Just wondering if the next improvement to these LEDs in the works at all? Or perhaps we've reached a plateau for awhile in LEDs


----------



## MichaelW (Aug 6, 2013)

Check back in 2015.


----------



## znomit (Aug 6, 2013)

Cutter have them in stock but are waiting on me to order some G2s before releasing them. :tinfoil:


----------



## TEEJ (Aug 6, 2013)

We've already got them here in France.



























And your Mother smells of elderberries.


----------



## BeastFlashlight (Aug 6, 2013)

TEEJ said:


> We've already got them here in France.


Oh wow I never knew New Jersey was in France. Damn Hurricane Sandy was a lot bigger than I thought it hit New York and France!!


----------



## Tobias Bossert (Aug 7, 2013)

znomit said:


> Cutter have them in stock but are waiting on me to order some G2s before releasing them. :tinfoil:



Please don't confuse XM-L2 U3 and XM-L3 U#

*There is no third generation of XM-L out there! *

The highest luminous bin sold by Cree is XM-L2 U2 at the moment.
Due to tolerances in series production there are some leds which are better than minimum specs of U2 by more than 7%.
If you select them out of a bathch of XM-L2 U2 you may call them "XM-L2 U3"
I guess that's what Cutter offered for a short time.

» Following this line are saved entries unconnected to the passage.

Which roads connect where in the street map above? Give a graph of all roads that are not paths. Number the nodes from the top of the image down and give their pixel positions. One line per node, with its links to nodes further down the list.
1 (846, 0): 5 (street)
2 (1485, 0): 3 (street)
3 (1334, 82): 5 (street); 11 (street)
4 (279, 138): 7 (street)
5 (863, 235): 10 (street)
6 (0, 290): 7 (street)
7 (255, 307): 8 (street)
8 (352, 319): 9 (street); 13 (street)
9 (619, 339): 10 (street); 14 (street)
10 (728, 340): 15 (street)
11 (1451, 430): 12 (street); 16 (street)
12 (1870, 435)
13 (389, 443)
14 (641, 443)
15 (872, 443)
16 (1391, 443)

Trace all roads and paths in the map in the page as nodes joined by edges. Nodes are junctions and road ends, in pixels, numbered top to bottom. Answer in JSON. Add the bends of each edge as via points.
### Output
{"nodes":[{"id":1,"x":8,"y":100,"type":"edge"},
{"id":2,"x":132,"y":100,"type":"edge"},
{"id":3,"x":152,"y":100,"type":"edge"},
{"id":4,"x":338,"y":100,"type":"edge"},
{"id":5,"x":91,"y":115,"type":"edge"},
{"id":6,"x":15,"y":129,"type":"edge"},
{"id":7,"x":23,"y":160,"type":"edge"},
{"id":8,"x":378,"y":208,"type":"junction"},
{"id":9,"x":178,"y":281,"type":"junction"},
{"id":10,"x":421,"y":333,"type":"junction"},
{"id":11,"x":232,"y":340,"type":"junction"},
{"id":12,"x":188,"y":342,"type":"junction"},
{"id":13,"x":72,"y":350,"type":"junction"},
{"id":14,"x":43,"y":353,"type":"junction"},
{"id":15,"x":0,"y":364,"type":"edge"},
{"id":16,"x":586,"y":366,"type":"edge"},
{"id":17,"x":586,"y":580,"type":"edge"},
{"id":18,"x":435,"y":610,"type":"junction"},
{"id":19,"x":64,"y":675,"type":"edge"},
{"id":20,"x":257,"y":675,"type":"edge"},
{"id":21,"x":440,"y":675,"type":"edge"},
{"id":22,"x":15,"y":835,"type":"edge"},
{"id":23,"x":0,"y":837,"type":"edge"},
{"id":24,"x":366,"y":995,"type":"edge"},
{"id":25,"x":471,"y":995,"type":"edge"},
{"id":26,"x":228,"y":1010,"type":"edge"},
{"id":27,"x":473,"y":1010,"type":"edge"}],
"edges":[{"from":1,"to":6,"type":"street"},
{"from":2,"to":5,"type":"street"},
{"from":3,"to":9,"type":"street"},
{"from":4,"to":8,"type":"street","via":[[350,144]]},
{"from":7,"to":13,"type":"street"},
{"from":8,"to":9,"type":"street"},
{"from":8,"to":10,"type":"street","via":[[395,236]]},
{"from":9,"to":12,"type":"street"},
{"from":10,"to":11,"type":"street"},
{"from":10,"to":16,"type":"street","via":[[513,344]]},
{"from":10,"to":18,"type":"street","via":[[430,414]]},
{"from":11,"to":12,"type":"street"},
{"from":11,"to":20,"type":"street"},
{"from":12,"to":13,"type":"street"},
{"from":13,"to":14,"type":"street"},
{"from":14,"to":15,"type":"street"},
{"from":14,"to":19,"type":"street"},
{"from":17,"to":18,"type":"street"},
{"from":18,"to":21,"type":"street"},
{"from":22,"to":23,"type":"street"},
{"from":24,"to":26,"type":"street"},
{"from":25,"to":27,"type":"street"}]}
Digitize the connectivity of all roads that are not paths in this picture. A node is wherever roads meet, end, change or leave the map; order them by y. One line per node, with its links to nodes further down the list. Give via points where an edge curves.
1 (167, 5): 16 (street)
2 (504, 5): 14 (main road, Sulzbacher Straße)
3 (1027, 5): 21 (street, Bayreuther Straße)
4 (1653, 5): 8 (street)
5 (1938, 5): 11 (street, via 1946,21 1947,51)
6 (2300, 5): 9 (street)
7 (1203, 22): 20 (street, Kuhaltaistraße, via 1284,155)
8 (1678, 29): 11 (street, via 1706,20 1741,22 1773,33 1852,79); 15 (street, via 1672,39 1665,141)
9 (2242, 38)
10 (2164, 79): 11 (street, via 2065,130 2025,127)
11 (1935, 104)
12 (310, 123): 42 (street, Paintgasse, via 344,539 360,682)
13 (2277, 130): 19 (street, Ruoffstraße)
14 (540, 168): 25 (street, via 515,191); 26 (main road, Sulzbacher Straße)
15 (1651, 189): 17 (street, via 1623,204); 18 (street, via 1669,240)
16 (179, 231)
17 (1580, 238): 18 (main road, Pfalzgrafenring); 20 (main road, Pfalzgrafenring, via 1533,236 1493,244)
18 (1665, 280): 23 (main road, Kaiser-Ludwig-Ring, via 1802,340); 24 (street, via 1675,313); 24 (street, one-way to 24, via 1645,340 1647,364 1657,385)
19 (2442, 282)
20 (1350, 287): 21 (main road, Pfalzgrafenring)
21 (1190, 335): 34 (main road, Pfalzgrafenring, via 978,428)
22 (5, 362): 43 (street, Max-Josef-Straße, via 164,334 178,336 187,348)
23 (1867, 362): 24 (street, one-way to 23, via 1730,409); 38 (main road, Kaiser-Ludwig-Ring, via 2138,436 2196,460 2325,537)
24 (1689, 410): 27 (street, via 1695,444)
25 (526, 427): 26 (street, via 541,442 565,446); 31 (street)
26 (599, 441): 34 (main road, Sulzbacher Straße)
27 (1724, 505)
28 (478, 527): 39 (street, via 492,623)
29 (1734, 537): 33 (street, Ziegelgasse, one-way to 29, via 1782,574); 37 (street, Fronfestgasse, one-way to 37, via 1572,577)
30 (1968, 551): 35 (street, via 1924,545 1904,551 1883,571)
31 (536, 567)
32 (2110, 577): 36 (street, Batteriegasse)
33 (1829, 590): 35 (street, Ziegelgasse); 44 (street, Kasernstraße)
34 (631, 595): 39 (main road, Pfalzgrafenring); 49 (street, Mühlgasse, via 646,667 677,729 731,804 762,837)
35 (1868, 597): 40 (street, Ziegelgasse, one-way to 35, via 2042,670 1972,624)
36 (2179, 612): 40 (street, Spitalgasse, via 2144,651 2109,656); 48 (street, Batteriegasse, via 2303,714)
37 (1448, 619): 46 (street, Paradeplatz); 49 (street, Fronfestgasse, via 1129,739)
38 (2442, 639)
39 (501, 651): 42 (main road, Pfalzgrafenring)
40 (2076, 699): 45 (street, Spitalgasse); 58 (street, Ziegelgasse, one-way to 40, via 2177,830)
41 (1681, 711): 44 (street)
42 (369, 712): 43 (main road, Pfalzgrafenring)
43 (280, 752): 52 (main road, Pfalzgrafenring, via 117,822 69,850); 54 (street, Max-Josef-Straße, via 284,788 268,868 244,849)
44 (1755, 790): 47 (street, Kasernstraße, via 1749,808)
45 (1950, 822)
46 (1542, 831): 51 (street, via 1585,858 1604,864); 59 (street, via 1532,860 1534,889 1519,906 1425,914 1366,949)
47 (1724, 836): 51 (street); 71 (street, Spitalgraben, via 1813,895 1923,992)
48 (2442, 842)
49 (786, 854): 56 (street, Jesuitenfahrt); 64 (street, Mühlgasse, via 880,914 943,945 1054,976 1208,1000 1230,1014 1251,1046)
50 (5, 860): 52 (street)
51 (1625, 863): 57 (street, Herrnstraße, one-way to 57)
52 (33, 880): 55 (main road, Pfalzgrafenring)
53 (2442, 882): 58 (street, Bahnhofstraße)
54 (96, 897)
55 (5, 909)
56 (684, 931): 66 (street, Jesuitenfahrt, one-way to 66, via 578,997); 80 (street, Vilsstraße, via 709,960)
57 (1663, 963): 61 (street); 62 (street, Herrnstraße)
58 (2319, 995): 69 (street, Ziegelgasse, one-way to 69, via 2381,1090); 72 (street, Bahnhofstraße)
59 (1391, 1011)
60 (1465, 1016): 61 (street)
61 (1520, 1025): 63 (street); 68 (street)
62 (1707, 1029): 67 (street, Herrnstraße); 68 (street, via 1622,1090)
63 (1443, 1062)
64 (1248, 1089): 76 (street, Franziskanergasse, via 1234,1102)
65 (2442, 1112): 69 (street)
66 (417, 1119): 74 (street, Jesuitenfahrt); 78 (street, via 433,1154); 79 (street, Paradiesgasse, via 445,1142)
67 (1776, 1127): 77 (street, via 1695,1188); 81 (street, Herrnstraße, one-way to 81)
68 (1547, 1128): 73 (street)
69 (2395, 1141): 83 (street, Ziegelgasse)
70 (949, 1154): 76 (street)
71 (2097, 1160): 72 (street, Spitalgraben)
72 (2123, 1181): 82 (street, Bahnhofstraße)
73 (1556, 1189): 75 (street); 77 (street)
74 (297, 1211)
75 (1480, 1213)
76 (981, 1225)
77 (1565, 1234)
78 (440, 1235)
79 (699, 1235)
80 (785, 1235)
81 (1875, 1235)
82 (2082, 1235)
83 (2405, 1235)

*Accordingly there is no third generation of XP-G out there!*

The highest luminous bin sold by Cree is XP-G2 R5 at the moment.
Due to tolerances in series production there are some leds which are better than minimum specs of R5 by more than 7%.
If you select them out of a batch of XP-G2 R5 you may call them "XP-G2 S2"
So far nobody offers those selections.


----------



## SPNKr (Aug 7, 2013)

Tobias Bossert said:


> Please don't confuse XM-L2 U3 and XM-L3 U#
> 
> *There is no third generation of XM-L out there! *
> 
> ...



He was kidding.


----------



## znomit (Aug 7, 2013)

SPNKr said:


> He was kidding.


----------



## Camo5 (May 1, 2016)

The XP-G3 is here. 303 lumens/watt and 800 lm at 2A sounds enticing..

Also, dat VF!! (2.73)


----------



## Oogabooga (May 20, 2016)

wow those are impressive stats!!!!


----------



## desert.snake (Sep 13, 2020)

Only today I noticed XM-L3 on sale. It may have been around for a while. Anyway, good news.


----------